====== Given data ======

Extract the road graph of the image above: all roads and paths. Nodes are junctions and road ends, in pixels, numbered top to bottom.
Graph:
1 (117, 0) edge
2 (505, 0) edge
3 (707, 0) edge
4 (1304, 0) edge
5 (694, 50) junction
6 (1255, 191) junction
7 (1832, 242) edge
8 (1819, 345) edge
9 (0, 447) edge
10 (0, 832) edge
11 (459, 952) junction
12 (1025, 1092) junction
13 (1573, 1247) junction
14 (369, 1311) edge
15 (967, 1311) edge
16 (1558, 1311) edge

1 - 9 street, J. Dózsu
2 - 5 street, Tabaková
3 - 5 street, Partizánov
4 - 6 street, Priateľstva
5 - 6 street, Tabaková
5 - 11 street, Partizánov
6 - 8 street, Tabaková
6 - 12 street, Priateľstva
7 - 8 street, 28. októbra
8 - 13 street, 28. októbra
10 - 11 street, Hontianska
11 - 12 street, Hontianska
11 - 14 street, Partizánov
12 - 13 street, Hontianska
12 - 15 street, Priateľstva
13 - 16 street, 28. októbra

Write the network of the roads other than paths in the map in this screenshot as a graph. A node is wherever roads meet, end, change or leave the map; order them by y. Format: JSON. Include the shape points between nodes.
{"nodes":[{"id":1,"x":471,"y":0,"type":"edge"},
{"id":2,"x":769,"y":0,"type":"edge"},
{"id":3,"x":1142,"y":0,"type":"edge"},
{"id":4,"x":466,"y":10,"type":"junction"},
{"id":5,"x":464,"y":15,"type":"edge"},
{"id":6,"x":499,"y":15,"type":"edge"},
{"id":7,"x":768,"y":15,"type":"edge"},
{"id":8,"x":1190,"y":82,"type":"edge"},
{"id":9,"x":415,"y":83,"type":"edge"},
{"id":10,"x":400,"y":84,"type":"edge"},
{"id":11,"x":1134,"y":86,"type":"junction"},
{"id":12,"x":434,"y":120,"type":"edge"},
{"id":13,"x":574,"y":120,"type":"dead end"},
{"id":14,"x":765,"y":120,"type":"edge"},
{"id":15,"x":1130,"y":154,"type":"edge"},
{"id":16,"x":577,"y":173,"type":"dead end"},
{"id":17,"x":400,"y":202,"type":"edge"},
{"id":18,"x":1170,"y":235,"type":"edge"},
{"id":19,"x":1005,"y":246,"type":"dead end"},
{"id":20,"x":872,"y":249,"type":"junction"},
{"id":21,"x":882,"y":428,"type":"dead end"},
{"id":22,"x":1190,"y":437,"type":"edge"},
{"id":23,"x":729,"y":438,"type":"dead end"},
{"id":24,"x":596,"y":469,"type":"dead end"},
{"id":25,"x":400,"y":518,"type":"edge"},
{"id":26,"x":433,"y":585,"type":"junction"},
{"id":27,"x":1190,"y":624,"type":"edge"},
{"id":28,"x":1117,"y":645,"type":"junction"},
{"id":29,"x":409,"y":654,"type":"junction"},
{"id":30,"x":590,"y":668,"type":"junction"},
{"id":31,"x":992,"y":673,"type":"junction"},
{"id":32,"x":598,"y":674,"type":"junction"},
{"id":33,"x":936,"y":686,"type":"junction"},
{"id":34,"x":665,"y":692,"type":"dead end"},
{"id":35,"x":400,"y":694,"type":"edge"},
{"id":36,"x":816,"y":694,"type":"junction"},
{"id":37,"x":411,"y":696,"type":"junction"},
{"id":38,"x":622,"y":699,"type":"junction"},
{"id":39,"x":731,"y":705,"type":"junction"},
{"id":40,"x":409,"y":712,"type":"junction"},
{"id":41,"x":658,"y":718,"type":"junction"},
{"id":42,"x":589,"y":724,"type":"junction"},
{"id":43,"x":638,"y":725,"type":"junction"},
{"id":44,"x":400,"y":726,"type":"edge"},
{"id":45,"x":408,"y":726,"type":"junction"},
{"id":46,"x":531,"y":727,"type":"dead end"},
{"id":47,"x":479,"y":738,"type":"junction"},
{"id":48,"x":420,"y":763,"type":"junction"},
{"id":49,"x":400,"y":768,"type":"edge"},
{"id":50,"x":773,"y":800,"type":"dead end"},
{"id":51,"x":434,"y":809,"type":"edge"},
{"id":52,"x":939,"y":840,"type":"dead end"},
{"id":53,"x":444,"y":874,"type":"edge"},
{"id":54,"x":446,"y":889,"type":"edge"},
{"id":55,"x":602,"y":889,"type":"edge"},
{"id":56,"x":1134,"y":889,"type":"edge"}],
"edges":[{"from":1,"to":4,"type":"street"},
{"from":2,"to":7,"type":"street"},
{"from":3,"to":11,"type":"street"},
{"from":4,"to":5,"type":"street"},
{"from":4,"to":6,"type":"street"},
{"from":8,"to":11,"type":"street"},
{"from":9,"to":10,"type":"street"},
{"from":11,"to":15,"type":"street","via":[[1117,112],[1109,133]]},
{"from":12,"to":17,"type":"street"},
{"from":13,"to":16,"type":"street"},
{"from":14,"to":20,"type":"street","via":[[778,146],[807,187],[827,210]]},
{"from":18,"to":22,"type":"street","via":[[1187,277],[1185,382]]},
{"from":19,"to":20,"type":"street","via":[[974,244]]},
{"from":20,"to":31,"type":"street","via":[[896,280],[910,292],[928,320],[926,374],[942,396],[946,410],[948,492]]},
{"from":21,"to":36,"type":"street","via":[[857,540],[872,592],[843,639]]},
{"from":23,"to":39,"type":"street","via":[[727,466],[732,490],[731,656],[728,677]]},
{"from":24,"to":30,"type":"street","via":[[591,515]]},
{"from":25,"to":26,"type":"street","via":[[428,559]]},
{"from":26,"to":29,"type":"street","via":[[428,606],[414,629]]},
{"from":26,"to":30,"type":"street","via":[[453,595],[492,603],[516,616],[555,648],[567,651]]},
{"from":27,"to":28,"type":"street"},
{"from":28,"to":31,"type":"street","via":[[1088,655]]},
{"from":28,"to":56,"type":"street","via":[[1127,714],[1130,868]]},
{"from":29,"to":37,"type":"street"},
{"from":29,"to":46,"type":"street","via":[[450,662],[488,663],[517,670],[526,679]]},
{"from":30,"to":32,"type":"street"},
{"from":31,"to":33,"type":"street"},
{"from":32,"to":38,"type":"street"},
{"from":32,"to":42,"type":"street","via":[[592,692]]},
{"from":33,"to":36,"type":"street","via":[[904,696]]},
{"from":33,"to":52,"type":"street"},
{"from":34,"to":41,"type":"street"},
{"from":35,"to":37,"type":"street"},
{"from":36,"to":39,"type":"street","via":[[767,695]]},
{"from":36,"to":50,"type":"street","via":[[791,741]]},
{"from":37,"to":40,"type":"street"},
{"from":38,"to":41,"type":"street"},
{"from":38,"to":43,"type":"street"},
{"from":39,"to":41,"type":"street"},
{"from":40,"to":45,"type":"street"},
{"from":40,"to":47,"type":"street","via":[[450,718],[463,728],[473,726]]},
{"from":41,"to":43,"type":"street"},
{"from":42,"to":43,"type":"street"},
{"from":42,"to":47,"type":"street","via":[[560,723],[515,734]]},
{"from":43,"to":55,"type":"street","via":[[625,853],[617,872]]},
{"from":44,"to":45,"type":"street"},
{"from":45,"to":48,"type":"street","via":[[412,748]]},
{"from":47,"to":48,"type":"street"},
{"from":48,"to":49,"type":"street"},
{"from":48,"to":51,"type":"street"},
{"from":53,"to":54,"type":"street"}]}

======

**Required action:** Take the entries above and return all of them exactly.

**Result of this task:**
Extract the road graph of the image above: all roads and paths. Nodes are junctions and road ends, in pixels, numbered top to bottom.
Graph:
1 (117, 0) edge
2 (505, 0) edge
3 (707, 0) edge
4 (1304, 0) edge
5 (694, 50) junction
6 (1255, 191) junction
7 (1832, 242) edge
8 (1819, 345) edge
9 (0, 447) edge
10 (0, 832) edge
11 (459, 952) junction
12 (1025, 1092) junction
13 (1573, 1247) junction
14 (369, 1311) edge
15 (967, 1311) edge
16 (1558, 1311) edge

1 - 9 street, J. Dózsu
2 - 5 street, Tabaková
3 - 5 street, Partizánov
4 - 6 street, Priateľstva
5 - 6 street, Tabaková
5 - 11 street, Partizánov
6 - 8 street, Tabaková
6 - 12 street, Priateľstva
7 - 8 street, 28. októbra
8 - 13 street, 28. októbra
10 - 11 street, Hontianska
11 - 12 street, Hontianska
11 - 14 street, Partizánov
12 - 13 street, Hontianska
12 - 15 street, Priateľstva
13 - 16 street, 28. októbra

Write the network of the roads other than paths in the map in this screenshot as a graph. A node is wherever roads meet, end, change or leave the map; order them by y. Format: JSON. Include the shape points between nodes.
{"nodes":[{"id":1,"x":471,"y":0,"type":"edge"},
{"id":2,"x":769,"y":0,"type":"edge"},
{"id":3,"x":1142,"y":0,"type":"edge"},
{"id":4,"x":466,"y":10,"type":"junction"},
{"id":5,"x":464,"y":15,"type":"edge"},
{"id":6,"x":499,"y":15,"type":"edge"},
{"id":7,"x":768,"y":15,"type":"edge"},
{"id":8,"x":1190,"y":82,"type":"edge"},
{"id":9,"x":415,"y":83,"type":"edge"},
{"id":10,"x":400,"y":84,"type":"edge"},
{"id":11,"x":1134,"y":86,"type":"junction"},
{"id":12,"x":434,"y":120,"type":"edge"},
{"id":13,"x":574,"y":120,"type":"dead end"},
{"id":14,"x":765,"y":120,"type":"edge"},
{"id":15,"x":1130,"y":154,"type":"edge"},
{"id":16,"x":577,"y":173,"type":"dead end"},
{"id":17,"x":400,"y":202,"type":"edge"},
{"id":18,"x":1170,"y":235,"type":"edge"},
{"id":19,"x":1005,"y":246,"type":"dead end"},
{"id":20,"x":872,"y":249,"type":"junction"},
{"id":21,"x":882,"y":428,"type":"dead end"},
{"id":22,"x":1190,"y":437,"type":"edge"},
{"id":23,"x":729,"y":438,"type":"dead end"},
{"id":24,"x":596,"y":469,"type":"dead end"},
{"id":25,"x":400,"y":518,"type":"edge"},
{"id":26,"x":433,"y":585,"type":"junction"},
{"id":27,"x":1190,"y":624,"type":"edge"},
{"id":28,"x":1117,"y":645,"type":"junction"},
{"id":29,"x":409,"y":654,"type":"junction"},
{"id":30,"x":590,"y":668,"type":"junction"},
{"id":31,"x":992,"y":673,"type":"junction"},
{"id":32,"x":598,"y":674,"type":"junction"},
{"id":33,"x":936,"y":686,"type":"junction"},
{"id":34,"x":665,"y":692,"type":"dead end"},
{"id":35,"x":400,"y":694,"type":"edge"},
{"id":36,"x":816,"y":694,"type":"junction"},
{"id":37,"x":411,"y":696,"type":"junction"},
{"id":38,"x":622,"y":699,"type":"junction"},
{"id":39,"x":731,"y":705,"type":"junction"},
{"id":40,"x":409,"y":712,"type":"junction"},
{"id":41,"x":658,"y":718,"type":"junction"},
{"id":42,"x":589,"y":724,"type":"junction"},
{"id":43,"x":638,"y":725,"type":"junction"},
{"id":44,"x":400,"y":726,"type":"edge"},
{"id":45,"x":408,"y":726,"type":"junction"},
{"id":46,"x":531,"y":727,"type":"dead end"},
{"id":47,"x":479,"y":738,"type":"junction"},
{"id":48,"x":420,"y":763,"type":"junction"},
{"id":49,"x":400,"y":768,"type":"edge"},
{"id":50,"x":773,"y":800,"type":"dead end"},
{"id":51,"x":434,"y":809,"type":"edge"},
{"id":52,"x":939,"y":840,"type":"dead end"},
{"id":53,"x":444,"y":874,"type":"edge"},
{"id":54,"x":446,"y":889,"type":"edge"},
{"id":55,"x":602,"y":889,"type":"edge"},
{"id":56,"x":1134,"y":889,"type":"edge"}],
"edges":[{"from":1,"to":4,"type":"street"},
{"from":2,"to":7,"type":"street"},
{"from":3,"to":11,"type":"street"},
{"from":4,"to":5,"type":"street"},
{"from":4,"to":6,"type":"street"},
{"from":8,"to":11,"type":"street"},
{"from":9,"to":10,"type":"street"},
{"from":11,"to":15,"type":"street","via":[[1117,112],[1109,133]]},
{"from":12,"to":17,"type":"street"},
{"from":13,"to":16,"type":"street"},
{"from":14,"to":20,"type":"street","via":[[778,146],[807,187],[827,210]]},
{"from":18,"to":22,"type":"street","via":[[1187,277],[1185,382]]},
{"from":19,"to":20,"type":"street","via":[[974,244]]},
{"from":20,"to":31,"type":"street","via":[[896,280],[910,292],[928,320],[926,374],[942,396],[946,410],[948,492]]},
{"from":21,"to":36,"type":"street","via":[[857,540],[872,592],[843,639]]},
{"from":23,"to":39,"type":"street","via":[[727,466],[732,490],[731,656],[728,677]]},
{"from":24,"to":30,"type":"street","via":[[591,515]]},
{"from":25,"to":26,"type":"street","via":[[428,559]]},
{"from":26,"to":29,"type":"street","via":[[428,606],[414,629]]},
{"from":26,"to":30,"type":"street","via":[[453,595],[492,603],[516,616],[555,648],[567,651]]},
{"from":27,"to":28,"type":"street"},
{"from":28,"to":31,"type":"street","via":[[1088,655]]},
{"from":28,"to":56,"type":"street","via":[[1127,714],[1130,868]]},
{"from":29,"to":37,"type":"street"},
{"from":29,"to":46,"type":"street","via":[[450,662],[488,663],[517,670],[526,679]]},
{"from":30,"to":32,"type":"street"},
{"from":31,"to":33,"type":"street"},
{"from":32,"to":38,"type":"street"},
{"from":32,"to":42,"type":"street","via":[[592,692]]},
{"from":33,"to":36,"type":"street","via":[[904,696]]},
{"from":33,"to":52,"type":"street"},
{"from":34,"to":41,"type":"street"},
{"from":35,"to":37,"type":"street"},
{"from":36,"to":39,"type":"street","via":[[767,695]]},
{"from":36,"to":50,"type":"street","via":[[791,741]]},
{"from":37,"to":40,"type":"street"},
{"from":38,"to":41,"type":"street"},
{"from":38,"to":43,"type":"street"},
{"from":39,"to":41,"type":"street"},
{"from":40,"to":45,"type":"street"},
{"from":40,"to":47,"type":"street","via":[[450,718],[463,728],[473,726]]},
{"from":41,"to":43,"type":"street"},
{"from":42,"to":43,"type":"street"},
{"from":42,"to":47,"type":"street","via":[[560,723],[515,734]]},
{"from":43,"to":55,"type":"street","via":[[625,853],[617,872]]},
{"from":44,"to":45,"type":"street"},
{"from":45,"to":48,"type":"street","via":[[412,748]]},
{"from":47,"to":48,"type":"street"},
{"from":48,"to":49,"type":"street"},
{"from":48,"to":51,"type":"street"},
{"from":53,"to":54,"type":"street"}]}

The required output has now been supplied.